WORK REQUEST ::
The reply is to be an exact repetition of the entries that follow, with each picture left out.
#### THE DATA
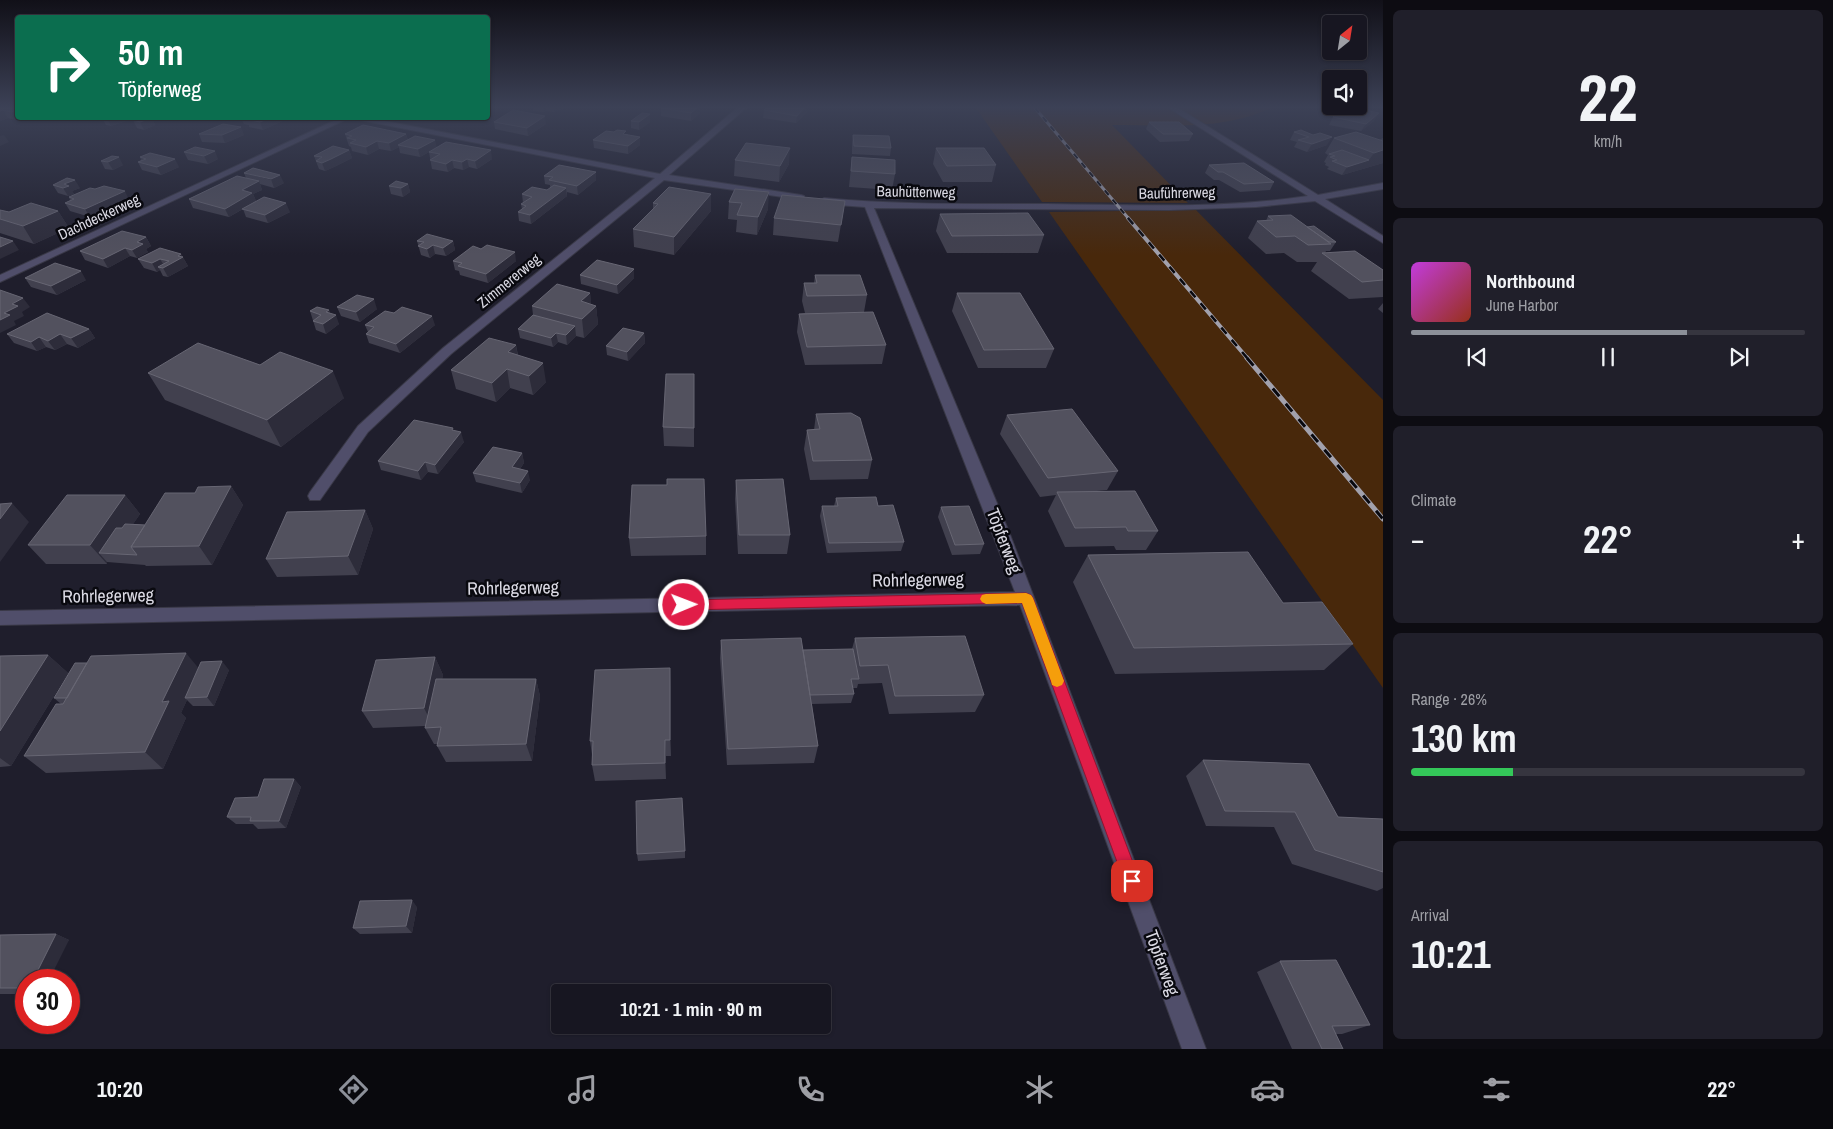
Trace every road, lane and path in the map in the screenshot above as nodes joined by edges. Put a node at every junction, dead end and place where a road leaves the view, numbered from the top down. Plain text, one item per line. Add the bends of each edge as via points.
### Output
1 (261, 157) edge
2 (559, 157) edge
3 (685, 157) edge
4 (1251, 157) edge
5 (662, 177) junction
6 (1383, 186) edge
7 (1318, 199) junction
8 (869, 206) junction
9 (1120, 208) joint
10 (1383, 240) edge
11 (0, 278) edge
12 (315, 496) dead end
13 (1026, 598) junction
14 (0, 618) edge
15 (1194, 1049) edge

1 - 11 street, Dachdeckerweg
2 - 5 street, Bauhüttenweg
3 - 5 street, Zimmererweg
4 - 7 street
5 - 8 street, Bauhüttenweg
5 - 12 street, Zimmererweg via 447,351 363,429
6 - 7 street, Bauführerweg
7 - 9 street, Bauführerweg
7 - 10 street
8 - 9 street, Bauhüttenweg
8 - 13 street, Töpferweg
13 - 14 street, Rohrlegerweg
13 - 15 street, Töpferweg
########
SOLUTION ::
Trace every road, lane and path in the map in the screenshot above as nodes joined by edges. Put a node at every junction, dead end and place where a road leaves the view, numbered from the top down. Plain text, one item per line. Add the bends of each edge as via points.
### Output
1 (261, 157) edge
2 (559, 157) edge
3 (685, 157) edge
4 (1251, 157) edge
5 (662, 177) junction
6 (1383, 186) edge
7 (1318, 199) junction
8 (869, 206) junction
9 (1120, 208) joint
10 (1383, 240) edge
11 (0, 278) edge
12 (315, 496) dead end
13 (1026, 598) junction
14 (0, 618) edge
15 (1194, 1049) edge

1 - 11 street, Dachdeckerweg
2 - 5 street, Bauhüttenweg
3 - 5 street, Zimmererweg
4 - 7 street
5 - 8 street, Bauhüttenweg
5 - 12 street, Zimmererweg via 447,351 363,429
6 - 7 street, Bauführerweg
7 - 9 street, Bauführerweg
7 - 10 street
8 - 9 street, Bauhüttenweg
8 - 13 street, Töpferweg
13 - 14 street, Rohrlegerweg
13 - 15 street, Töpferweg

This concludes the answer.